What to work on:
Where the listing below reaches the line containing "ring dip: (392, 241)", start writing out lines exactly, and stop once the line containing "pinky tip: (492, 268)" has been written.

Available data:

______

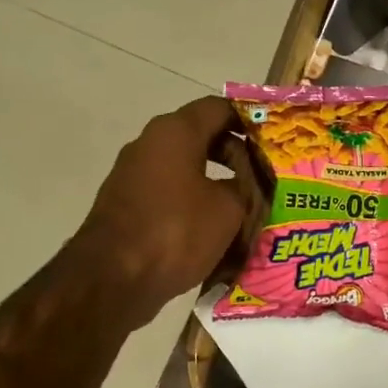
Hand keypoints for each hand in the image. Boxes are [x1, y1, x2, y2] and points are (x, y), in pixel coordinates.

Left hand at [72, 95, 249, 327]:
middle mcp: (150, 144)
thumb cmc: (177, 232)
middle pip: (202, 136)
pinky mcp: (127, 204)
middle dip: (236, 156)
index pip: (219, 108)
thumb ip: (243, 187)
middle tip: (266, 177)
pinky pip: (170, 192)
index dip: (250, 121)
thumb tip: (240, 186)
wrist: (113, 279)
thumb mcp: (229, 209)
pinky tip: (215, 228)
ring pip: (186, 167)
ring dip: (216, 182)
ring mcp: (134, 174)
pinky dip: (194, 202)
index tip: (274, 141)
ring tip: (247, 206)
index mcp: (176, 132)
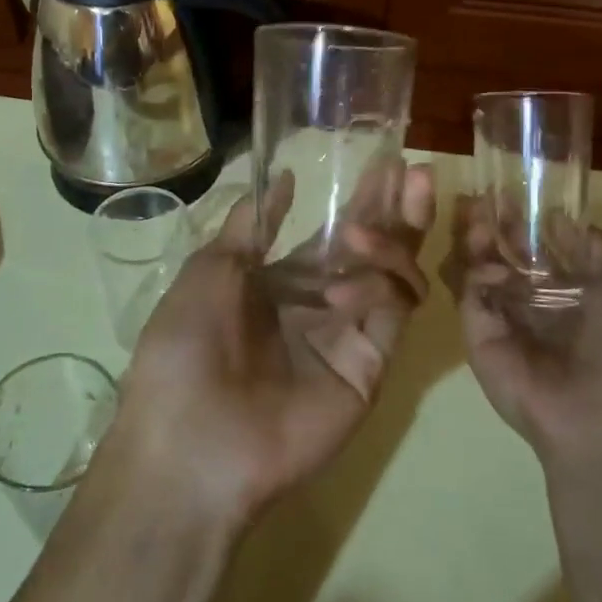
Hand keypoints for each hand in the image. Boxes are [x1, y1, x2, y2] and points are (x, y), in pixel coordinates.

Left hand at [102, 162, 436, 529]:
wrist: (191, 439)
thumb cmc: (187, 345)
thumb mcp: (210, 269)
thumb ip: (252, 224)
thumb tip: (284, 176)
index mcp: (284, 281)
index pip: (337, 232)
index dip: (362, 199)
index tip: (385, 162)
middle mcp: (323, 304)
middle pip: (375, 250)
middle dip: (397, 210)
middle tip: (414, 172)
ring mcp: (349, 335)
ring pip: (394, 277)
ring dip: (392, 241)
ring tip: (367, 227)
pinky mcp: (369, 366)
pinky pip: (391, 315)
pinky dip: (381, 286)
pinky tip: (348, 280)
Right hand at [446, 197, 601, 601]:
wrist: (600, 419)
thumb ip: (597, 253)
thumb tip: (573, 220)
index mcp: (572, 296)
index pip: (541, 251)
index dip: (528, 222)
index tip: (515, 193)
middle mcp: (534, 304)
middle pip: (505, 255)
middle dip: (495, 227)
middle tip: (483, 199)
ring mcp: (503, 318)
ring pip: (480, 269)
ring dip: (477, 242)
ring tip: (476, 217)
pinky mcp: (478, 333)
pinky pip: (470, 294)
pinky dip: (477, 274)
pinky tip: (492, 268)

______

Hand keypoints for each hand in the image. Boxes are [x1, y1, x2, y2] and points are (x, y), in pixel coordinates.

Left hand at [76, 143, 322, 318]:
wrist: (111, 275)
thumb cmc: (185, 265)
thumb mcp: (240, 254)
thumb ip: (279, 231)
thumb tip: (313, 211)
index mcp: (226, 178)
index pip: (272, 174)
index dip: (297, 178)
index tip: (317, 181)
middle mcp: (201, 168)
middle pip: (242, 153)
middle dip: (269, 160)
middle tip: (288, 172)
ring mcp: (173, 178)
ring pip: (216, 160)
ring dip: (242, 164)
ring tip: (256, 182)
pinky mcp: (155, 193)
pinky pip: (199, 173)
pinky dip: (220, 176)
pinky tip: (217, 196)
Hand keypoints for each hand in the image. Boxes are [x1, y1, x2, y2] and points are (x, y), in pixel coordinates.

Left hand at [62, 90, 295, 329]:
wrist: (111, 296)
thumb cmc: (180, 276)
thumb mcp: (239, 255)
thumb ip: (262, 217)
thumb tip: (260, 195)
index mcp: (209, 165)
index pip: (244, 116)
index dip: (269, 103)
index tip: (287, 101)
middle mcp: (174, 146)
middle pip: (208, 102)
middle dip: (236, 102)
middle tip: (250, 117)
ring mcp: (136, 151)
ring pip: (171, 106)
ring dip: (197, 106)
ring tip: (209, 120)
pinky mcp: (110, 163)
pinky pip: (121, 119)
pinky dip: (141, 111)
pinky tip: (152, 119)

______

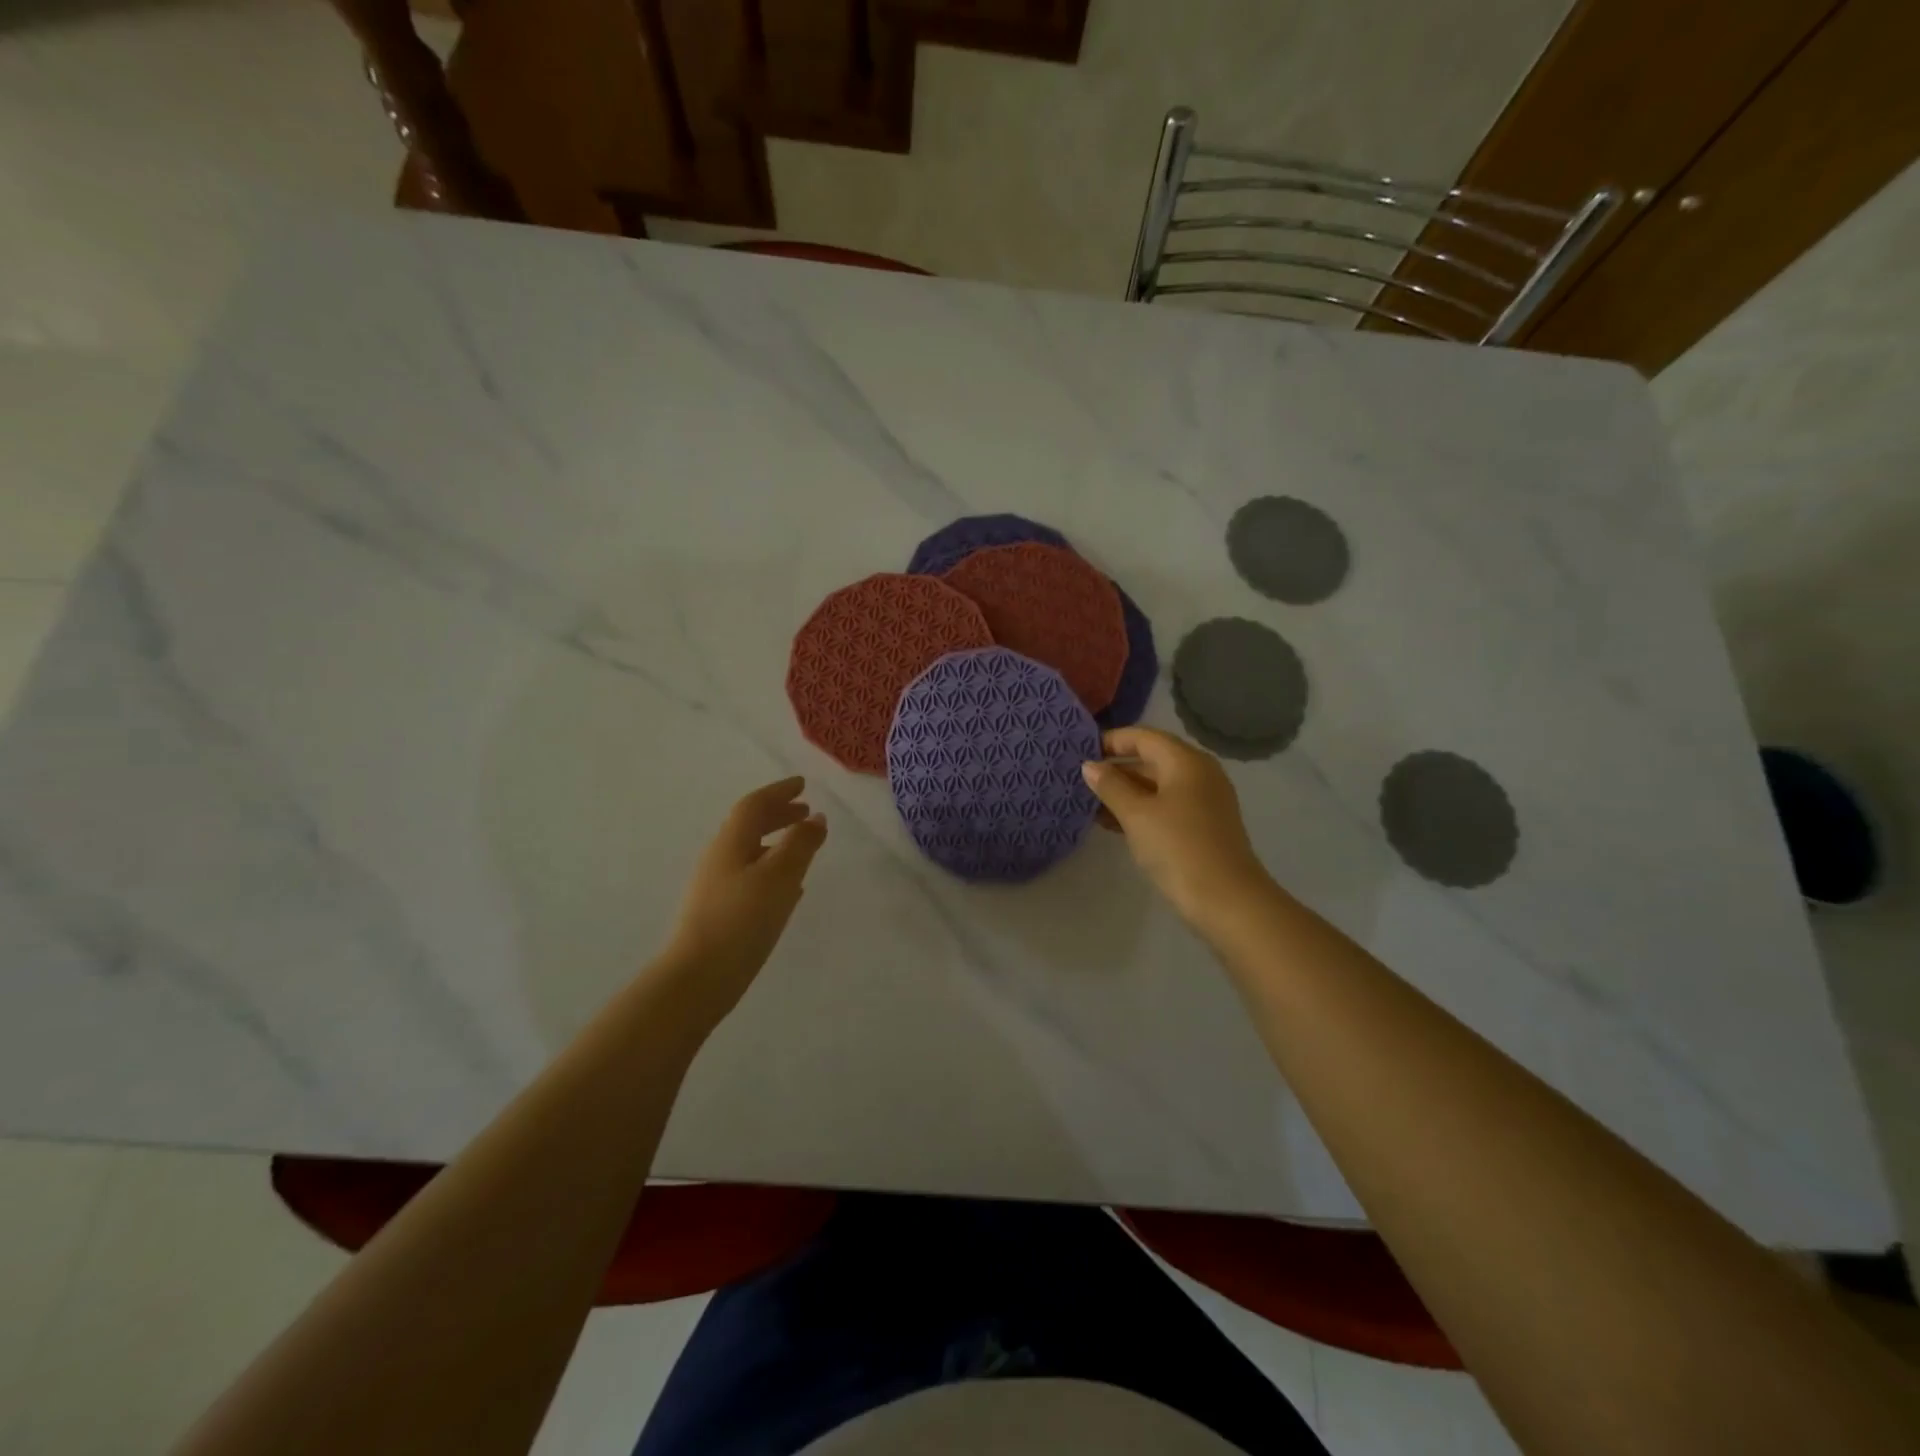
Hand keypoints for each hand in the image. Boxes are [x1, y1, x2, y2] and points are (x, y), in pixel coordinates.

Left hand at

______

Response to the exercise:
ring dip: (392, 241)
ring tip: (367, 227)
pinky mcp: (369, 366)
pinky pip: (391, 315)
pinky dip: (381, 286)
pinky tip: (348, 280)
Right hand at [446, 197, 601, 601]:
wrist: (600, 419)
thumb ip: (597, 253)
thumb tip: (573, 220)
index mcp: (572, 296)
index pip: (541, 251)
index dip: (528, 222)
index tip: (515, 193)
middle mcp: (534, 304)
middle pip: (505, 255)
middle dip: (495, 227)
middle tip: (483, 199)
ring mcp: (503, 318)
ring pip: (480, 269)
ring dip: (477, 242)
ring tip: (476, 217)
pinky mcp: (478, 333)
pinky pip: (470, 294)
pinky dip: (477, 274)
pinky tip: (492, 268)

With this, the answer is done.